=== What is expected ===
Which lines in the data below contain the word "paths"? Pull each of them out.

#### Data for review

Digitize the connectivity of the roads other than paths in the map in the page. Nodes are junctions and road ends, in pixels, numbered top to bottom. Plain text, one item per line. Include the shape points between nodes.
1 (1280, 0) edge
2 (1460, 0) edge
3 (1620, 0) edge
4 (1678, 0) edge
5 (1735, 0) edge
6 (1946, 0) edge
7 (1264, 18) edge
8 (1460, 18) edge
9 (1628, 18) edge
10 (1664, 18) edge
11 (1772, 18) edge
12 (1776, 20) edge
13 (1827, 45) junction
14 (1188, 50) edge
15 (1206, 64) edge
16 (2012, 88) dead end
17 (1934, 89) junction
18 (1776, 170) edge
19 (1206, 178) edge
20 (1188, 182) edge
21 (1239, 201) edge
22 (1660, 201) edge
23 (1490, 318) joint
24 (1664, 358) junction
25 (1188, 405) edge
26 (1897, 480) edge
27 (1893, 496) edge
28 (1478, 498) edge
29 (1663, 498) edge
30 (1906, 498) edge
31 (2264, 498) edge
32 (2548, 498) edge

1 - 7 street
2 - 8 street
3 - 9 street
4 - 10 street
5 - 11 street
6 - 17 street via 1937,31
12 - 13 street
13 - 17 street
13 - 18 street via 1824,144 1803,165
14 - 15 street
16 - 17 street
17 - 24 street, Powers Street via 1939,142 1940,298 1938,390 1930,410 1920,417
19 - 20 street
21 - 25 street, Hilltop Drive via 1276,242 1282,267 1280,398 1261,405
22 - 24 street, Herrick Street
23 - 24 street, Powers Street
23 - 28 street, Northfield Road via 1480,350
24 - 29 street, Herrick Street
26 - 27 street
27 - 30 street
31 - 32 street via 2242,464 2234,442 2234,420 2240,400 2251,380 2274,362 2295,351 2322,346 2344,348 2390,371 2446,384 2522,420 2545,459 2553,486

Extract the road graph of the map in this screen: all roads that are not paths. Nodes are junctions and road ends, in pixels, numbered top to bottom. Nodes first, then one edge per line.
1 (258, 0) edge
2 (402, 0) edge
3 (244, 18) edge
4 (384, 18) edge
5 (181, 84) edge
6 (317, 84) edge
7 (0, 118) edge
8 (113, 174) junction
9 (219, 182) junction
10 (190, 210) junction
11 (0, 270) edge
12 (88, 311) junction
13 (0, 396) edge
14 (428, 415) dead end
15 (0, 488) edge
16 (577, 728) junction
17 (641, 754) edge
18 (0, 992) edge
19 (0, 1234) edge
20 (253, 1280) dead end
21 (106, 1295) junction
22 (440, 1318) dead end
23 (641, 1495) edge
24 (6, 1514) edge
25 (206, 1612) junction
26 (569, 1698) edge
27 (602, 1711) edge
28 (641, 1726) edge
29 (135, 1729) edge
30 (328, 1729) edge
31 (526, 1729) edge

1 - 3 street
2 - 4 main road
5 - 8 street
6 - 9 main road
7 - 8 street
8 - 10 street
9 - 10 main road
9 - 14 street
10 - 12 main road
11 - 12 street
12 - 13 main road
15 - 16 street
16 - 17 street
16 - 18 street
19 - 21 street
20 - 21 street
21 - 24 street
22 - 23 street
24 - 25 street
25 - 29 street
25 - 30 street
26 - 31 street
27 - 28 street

########

=== Problem solution ===
Digitize the connectivity of the roads other than paths in the map in the page. Nodes are junctions and road ends, in pixels, numbered top to bottom. Plain text, one item per line. Include the shape points between nodes.
Extract the road graph of the map in this screen: all roads that are not paths. Nodes are junctions and road ends, in pixels, numbered top to bottom. Nodes first, then one edge per line.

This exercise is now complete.